Stored data entries:
Segment Open
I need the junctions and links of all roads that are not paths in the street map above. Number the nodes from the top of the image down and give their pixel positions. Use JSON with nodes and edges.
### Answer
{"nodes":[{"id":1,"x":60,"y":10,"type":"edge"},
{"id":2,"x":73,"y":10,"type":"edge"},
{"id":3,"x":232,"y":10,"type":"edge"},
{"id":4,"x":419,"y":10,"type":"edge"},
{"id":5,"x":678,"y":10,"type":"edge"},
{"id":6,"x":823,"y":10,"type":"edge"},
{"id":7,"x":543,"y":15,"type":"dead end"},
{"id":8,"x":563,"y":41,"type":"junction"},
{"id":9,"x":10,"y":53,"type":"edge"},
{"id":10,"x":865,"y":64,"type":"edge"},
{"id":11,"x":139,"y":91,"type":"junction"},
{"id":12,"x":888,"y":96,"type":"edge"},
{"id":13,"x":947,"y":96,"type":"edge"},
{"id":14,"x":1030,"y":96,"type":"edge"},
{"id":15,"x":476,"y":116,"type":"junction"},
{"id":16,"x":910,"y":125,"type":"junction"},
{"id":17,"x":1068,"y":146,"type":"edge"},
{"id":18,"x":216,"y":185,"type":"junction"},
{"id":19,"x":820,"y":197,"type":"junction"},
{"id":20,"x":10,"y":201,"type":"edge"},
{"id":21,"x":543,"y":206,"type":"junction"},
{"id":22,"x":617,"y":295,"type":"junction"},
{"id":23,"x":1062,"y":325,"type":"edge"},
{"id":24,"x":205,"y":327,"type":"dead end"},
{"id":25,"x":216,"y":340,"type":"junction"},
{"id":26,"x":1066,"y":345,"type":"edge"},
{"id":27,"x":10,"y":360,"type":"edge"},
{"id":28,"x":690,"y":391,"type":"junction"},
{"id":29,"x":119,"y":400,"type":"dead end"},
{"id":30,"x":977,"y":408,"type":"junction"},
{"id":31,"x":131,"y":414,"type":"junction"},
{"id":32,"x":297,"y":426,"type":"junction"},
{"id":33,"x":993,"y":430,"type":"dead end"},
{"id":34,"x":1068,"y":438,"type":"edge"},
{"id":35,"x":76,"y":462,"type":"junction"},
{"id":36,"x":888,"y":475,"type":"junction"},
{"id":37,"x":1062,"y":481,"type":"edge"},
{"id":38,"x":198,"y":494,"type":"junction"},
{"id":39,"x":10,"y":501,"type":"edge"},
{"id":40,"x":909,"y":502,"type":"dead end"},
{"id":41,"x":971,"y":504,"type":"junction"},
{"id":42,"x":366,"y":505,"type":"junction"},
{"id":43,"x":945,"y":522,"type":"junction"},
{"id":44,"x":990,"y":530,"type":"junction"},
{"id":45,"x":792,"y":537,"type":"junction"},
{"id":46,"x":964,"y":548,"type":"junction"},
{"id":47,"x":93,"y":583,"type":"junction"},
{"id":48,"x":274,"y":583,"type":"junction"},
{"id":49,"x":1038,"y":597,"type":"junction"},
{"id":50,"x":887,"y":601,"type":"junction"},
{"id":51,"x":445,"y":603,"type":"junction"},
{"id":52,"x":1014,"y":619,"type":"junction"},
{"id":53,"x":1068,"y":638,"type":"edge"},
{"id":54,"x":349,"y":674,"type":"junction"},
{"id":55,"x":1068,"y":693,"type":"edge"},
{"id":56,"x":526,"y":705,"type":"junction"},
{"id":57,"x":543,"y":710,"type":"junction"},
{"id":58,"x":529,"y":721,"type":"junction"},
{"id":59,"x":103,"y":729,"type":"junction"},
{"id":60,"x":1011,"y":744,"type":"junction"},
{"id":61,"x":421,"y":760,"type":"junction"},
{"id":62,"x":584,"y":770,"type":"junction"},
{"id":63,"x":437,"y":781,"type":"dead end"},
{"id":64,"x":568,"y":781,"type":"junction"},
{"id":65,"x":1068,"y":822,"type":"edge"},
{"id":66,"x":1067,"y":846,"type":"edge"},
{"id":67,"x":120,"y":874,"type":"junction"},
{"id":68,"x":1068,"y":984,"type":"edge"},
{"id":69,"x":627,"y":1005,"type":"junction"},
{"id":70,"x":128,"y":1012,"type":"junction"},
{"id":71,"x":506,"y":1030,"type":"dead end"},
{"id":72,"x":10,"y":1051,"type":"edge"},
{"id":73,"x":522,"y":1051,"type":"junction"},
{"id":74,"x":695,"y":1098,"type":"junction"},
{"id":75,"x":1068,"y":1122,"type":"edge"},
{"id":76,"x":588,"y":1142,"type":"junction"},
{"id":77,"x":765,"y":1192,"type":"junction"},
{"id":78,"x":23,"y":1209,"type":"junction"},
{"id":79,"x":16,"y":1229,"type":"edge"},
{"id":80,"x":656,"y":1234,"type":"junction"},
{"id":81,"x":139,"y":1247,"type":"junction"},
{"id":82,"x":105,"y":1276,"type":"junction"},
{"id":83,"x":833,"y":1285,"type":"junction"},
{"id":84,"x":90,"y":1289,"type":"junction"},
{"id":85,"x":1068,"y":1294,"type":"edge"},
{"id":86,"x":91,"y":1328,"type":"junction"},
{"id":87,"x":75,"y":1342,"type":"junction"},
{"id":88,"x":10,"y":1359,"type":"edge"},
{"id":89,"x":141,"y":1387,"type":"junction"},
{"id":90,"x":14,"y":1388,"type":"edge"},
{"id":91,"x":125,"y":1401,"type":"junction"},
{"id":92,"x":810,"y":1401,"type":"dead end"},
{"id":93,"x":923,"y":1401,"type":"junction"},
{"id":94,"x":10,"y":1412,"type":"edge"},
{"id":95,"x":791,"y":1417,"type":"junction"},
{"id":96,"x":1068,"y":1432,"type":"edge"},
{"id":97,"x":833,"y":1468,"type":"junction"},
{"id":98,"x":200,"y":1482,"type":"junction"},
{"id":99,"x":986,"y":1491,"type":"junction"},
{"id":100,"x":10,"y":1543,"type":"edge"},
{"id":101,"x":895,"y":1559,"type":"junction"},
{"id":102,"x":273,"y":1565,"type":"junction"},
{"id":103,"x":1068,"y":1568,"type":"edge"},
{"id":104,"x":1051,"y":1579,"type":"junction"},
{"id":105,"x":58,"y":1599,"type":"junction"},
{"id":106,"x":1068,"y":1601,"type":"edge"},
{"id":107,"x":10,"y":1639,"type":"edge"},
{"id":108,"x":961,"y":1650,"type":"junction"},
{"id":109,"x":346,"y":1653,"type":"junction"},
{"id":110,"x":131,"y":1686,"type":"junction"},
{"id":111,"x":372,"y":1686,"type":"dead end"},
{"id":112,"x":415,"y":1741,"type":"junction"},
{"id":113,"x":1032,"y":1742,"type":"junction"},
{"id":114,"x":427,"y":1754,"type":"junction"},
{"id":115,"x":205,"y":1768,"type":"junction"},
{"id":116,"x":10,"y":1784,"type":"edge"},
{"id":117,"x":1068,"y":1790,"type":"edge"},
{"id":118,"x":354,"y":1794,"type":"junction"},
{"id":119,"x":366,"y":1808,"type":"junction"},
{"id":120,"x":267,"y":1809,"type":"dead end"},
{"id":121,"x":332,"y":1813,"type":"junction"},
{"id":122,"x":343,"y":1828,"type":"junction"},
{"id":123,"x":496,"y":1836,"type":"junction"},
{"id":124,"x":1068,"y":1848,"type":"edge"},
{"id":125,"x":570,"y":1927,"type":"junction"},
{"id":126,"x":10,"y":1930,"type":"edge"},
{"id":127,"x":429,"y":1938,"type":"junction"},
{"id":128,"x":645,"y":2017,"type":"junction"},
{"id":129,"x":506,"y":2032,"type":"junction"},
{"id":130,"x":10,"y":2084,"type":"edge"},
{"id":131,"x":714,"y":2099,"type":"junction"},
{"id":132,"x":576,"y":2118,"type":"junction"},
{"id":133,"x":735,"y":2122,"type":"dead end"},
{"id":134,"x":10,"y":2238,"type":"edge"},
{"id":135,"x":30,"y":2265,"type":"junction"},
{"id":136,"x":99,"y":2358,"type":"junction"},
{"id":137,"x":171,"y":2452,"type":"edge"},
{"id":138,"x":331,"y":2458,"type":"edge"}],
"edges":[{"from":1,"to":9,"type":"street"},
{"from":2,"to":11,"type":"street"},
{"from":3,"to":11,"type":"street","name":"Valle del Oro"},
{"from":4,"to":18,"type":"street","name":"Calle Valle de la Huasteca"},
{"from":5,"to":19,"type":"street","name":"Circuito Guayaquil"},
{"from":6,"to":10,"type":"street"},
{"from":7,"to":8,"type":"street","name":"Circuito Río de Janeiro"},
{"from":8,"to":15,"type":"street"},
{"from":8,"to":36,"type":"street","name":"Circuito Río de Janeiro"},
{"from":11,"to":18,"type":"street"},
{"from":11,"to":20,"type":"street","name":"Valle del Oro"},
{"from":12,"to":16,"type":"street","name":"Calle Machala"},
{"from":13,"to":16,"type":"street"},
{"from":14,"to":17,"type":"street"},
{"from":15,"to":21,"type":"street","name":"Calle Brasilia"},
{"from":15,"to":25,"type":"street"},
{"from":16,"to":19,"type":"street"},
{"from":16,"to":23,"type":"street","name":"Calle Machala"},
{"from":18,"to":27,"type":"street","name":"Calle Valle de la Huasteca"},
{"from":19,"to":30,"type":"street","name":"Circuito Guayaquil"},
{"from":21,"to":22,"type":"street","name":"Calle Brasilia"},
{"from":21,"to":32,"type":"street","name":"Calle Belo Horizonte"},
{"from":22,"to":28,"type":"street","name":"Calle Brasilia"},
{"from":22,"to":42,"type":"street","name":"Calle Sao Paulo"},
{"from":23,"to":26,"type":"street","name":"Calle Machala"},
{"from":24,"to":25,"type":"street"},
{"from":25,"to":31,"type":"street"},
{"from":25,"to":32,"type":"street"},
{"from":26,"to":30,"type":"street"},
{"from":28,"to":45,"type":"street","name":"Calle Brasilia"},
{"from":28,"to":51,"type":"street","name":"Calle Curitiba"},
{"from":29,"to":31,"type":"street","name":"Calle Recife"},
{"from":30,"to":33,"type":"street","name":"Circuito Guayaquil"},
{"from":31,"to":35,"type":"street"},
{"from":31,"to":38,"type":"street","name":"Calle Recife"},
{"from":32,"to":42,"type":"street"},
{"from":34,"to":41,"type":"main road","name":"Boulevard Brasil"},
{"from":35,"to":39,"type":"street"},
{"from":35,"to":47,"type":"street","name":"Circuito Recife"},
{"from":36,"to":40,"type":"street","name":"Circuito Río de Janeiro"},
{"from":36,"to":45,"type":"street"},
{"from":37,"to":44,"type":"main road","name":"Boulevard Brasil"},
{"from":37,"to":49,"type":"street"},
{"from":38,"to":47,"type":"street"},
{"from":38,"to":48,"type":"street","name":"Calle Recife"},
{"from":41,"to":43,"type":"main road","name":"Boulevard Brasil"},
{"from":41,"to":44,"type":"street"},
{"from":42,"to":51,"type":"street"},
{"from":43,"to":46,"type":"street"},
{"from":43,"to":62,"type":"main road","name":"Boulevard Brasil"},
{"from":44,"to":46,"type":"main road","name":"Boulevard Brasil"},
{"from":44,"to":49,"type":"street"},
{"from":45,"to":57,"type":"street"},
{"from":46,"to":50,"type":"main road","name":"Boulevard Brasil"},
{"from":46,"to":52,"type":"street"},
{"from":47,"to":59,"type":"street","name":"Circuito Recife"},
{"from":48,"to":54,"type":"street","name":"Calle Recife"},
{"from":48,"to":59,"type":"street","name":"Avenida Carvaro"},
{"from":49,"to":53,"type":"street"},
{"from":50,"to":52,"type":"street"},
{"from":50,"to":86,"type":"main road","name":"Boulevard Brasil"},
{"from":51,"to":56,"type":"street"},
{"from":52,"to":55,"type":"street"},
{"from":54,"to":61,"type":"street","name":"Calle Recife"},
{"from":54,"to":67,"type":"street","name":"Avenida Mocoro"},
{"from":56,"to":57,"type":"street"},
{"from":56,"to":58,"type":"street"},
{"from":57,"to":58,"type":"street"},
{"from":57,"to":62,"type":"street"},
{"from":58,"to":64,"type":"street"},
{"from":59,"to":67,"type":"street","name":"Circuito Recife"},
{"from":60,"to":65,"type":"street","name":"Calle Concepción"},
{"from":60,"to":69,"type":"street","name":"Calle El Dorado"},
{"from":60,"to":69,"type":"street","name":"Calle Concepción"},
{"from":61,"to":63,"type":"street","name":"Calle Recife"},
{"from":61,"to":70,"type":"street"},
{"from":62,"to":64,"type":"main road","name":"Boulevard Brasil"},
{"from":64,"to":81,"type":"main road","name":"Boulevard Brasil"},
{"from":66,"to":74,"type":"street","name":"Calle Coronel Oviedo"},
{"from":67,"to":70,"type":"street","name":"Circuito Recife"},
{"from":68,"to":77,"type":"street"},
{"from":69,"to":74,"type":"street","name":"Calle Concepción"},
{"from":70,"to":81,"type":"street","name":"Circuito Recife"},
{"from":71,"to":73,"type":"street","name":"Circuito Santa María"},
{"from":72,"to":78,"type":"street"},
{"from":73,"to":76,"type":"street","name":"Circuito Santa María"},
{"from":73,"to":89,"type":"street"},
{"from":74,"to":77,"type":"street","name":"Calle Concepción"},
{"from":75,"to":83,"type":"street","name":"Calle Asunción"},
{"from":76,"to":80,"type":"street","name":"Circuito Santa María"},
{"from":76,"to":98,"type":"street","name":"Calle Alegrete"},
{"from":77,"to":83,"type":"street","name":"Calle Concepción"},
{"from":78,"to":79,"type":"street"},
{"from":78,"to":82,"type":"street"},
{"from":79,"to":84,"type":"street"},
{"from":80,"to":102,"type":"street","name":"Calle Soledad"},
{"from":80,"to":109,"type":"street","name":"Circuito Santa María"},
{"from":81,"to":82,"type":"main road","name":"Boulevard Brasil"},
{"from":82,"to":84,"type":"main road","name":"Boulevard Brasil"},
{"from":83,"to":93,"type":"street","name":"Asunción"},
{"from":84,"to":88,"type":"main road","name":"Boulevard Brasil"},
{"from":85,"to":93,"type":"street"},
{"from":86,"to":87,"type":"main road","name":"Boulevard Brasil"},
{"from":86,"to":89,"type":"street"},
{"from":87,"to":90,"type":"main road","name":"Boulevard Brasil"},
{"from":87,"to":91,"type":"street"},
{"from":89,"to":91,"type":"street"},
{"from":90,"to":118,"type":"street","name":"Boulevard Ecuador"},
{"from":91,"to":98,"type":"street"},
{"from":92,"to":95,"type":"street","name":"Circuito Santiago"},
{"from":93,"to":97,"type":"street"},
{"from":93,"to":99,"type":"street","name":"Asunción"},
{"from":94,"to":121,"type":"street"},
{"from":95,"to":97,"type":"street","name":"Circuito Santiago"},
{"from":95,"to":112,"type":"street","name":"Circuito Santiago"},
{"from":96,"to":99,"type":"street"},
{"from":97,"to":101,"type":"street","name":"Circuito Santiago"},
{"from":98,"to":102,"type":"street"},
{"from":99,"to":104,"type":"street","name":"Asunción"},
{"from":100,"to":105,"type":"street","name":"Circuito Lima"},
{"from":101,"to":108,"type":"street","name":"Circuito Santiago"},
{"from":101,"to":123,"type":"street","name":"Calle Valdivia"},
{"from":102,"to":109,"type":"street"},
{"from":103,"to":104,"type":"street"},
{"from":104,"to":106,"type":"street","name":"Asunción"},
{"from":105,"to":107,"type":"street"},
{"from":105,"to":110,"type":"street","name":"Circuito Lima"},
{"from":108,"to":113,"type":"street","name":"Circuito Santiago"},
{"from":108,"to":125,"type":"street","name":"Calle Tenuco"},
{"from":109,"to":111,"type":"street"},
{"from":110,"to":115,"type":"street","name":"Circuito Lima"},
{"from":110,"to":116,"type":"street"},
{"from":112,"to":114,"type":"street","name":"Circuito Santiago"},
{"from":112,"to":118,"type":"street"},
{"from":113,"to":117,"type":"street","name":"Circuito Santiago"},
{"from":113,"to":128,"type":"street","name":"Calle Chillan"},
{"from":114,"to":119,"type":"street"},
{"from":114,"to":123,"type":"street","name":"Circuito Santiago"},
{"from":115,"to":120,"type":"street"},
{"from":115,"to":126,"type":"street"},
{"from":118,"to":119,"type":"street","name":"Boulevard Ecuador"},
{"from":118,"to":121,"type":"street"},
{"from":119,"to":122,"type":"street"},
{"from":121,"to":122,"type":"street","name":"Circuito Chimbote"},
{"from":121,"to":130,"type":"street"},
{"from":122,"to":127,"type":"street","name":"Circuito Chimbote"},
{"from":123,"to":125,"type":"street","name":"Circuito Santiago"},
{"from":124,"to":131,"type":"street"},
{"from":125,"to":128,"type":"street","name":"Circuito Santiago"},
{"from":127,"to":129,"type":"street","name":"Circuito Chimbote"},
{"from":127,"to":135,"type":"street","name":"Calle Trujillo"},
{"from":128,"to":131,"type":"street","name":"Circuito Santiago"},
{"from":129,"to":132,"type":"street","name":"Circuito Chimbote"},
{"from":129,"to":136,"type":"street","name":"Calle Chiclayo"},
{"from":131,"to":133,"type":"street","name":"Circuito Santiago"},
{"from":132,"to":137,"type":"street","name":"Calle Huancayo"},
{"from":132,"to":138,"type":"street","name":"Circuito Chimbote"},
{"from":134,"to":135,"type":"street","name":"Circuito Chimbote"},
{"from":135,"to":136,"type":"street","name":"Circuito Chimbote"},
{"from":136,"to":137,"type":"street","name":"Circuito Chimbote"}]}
Segment Closed
*WORK TO BE COMPLETED:*
A single number is expected: the count of lines in the entries that carry the string "Ecuador".

*WRITTEN SOLUTION:*
2